[Dataset]
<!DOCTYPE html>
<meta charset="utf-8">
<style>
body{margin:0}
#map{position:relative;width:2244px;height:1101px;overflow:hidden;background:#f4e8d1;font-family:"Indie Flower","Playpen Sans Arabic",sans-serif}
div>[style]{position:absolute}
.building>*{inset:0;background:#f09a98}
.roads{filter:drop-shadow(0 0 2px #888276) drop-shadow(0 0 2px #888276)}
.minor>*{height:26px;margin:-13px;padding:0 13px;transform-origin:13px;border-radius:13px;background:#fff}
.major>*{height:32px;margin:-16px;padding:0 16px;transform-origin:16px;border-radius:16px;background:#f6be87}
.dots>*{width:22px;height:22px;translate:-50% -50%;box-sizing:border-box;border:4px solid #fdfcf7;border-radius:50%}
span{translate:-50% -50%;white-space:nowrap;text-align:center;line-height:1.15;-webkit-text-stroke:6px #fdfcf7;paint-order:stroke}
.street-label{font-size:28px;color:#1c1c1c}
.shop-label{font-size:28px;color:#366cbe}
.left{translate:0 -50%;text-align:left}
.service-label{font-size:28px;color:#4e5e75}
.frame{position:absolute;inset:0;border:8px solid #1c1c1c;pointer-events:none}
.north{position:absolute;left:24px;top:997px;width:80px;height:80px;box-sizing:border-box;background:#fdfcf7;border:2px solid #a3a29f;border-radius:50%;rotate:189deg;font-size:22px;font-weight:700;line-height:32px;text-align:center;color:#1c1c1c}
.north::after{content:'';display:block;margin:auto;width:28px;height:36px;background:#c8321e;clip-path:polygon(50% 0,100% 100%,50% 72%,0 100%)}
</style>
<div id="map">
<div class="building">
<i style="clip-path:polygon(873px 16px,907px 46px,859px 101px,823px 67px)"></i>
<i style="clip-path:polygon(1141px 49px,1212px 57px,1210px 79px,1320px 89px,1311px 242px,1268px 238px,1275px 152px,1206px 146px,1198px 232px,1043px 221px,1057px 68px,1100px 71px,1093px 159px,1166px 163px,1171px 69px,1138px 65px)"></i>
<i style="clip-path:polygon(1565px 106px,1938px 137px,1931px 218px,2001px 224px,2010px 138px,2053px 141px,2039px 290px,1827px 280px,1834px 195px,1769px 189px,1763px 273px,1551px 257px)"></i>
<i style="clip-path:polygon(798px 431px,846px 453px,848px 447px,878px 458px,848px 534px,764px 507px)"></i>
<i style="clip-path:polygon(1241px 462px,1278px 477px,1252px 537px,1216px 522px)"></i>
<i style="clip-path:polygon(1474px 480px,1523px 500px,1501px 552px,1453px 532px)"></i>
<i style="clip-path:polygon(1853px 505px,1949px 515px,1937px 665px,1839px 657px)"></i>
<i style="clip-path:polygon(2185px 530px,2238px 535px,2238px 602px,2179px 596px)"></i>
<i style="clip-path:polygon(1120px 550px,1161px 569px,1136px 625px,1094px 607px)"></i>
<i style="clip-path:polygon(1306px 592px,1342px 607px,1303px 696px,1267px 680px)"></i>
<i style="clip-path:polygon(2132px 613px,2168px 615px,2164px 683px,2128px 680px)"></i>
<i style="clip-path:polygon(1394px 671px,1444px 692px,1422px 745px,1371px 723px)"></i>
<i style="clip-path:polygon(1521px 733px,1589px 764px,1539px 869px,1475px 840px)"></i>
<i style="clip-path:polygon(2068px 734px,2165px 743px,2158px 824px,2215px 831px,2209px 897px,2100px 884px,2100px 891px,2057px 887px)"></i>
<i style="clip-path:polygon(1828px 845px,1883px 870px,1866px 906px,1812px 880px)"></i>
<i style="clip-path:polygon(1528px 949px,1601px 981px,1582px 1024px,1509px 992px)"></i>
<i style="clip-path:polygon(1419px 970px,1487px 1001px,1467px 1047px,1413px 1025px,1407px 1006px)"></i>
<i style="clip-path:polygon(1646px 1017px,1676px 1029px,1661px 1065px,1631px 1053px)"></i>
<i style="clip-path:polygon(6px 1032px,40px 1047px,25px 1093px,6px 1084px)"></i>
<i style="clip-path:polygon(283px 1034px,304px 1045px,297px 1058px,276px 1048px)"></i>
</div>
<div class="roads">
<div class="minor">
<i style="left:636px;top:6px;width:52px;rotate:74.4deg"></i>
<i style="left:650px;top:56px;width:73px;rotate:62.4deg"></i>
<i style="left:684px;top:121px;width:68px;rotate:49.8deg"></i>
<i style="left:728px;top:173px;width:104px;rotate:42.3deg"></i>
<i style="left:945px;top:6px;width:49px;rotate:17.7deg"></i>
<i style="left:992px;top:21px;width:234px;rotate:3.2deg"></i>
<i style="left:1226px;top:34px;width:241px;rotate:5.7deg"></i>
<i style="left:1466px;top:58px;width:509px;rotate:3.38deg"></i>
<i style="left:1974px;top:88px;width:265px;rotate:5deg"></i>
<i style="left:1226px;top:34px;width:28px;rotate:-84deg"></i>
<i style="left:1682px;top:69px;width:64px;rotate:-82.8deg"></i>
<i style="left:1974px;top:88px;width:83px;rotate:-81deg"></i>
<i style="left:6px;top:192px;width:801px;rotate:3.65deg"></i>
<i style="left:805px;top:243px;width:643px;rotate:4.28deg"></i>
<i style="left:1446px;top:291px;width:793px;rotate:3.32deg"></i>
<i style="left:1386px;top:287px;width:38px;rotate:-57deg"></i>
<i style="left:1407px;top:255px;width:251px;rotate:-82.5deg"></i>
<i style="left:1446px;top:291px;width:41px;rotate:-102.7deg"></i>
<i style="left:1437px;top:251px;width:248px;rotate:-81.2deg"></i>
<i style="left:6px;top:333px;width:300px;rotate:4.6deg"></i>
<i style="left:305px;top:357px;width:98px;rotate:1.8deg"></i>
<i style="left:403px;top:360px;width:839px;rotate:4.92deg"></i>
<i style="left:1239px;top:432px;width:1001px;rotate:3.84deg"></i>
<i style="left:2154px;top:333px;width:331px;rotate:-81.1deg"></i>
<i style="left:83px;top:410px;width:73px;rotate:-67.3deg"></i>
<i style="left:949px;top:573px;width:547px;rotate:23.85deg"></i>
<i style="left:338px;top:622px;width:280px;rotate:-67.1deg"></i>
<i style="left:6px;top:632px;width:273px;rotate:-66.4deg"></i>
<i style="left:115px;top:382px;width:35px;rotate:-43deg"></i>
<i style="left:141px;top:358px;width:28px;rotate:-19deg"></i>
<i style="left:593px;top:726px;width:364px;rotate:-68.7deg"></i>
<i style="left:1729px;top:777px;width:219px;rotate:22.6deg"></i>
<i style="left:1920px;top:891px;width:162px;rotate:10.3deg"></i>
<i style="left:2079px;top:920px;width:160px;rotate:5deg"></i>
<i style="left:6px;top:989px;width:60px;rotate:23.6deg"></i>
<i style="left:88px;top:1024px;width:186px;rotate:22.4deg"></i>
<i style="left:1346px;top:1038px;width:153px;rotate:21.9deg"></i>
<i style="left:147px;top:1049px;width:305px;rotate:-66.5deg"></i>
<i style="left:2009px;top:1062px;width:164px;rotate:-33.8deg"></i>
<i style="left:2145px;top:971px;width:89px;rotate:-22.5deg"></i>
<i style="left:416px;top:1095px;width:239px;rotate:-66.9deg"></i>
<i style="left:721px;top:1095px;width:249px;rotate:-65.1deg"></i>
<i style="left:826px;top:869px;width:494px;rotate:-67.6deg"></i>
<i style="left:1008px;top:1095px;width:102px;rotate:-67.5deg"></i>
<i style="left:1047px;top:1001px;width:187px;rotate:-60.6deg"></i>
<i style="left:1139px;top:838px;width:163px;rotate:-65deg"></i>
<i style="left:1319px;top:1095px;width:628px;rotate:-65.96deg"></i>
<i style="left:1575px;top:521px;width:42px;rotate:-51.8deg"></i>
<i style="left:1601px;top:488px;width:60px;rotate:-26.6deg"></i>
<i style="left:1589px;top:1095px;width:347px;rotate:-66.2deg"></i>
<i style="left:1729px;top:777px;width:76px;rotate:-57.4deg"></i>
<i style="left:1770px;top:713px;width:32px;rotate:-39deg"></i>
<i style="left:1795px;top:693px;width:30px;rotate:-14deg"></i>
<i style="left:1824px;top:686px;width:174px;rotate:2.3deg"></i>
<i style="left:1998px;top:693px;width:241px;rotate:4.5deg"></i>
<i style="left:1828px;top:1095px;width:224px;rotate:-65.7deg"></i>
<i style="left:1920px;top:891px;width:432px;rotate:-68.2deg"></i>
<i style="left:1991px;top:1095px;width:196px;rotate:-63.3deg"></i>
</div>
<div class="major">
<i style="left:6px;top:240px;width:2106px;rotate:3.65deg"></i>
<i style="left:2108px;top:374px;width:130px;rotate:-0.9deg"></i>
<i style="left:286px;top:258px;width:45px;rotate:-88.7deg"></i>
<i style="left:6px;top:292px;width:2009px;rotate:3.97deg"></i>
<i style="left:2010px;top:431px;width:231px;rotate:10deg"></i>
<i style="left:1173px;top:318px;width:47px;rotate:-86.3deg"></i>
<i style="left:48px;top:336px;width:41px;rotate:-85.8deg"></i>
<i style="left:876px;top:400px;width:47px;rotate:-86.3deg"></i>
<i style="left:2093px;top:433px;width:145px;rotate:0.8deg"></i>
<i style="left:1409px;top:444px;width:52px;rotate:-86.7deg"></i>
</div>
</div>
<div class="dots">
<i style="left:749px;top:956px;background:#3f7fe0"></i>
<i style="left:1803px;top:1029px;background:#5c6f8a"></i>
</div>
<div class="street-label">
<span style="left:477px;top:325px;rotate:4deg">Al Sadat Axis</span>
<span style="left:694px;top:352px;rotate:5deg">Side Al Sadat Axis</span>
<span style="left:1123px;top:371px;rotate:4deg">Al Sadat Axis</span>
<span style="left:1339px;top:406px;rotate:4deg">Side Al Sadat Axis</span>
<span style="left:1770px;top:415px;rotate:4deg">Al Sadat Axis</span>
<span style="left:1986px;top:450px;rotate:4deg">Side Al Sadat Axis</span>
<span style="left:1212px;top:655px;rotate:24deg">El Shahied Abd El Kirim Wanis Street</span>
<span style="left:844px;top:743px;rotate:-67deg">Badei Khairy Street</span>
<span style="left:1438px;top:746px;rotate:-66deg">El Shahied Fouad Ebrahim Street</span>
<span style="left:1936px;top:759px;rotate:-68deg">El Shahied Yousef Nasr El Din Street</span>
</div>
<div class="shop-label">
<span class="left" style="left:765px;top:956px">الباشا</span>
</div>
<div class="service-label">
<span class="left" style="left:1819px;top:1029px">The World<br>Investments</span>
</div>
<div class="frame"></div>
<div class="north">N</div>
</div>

[Exercise objective]
Where the string "origin" appears in a line of the listing, copy that line.

[Finished exercise]
.minor>*{height:26px;margin:-13px;padding:0 13px;transform-origin:13px;border-radius:13px;background:#fff}
.major>*{height:32px;margin:-16px;padding:0 16px;transform-origin:16px;border-radius:16px;background:#f6be87}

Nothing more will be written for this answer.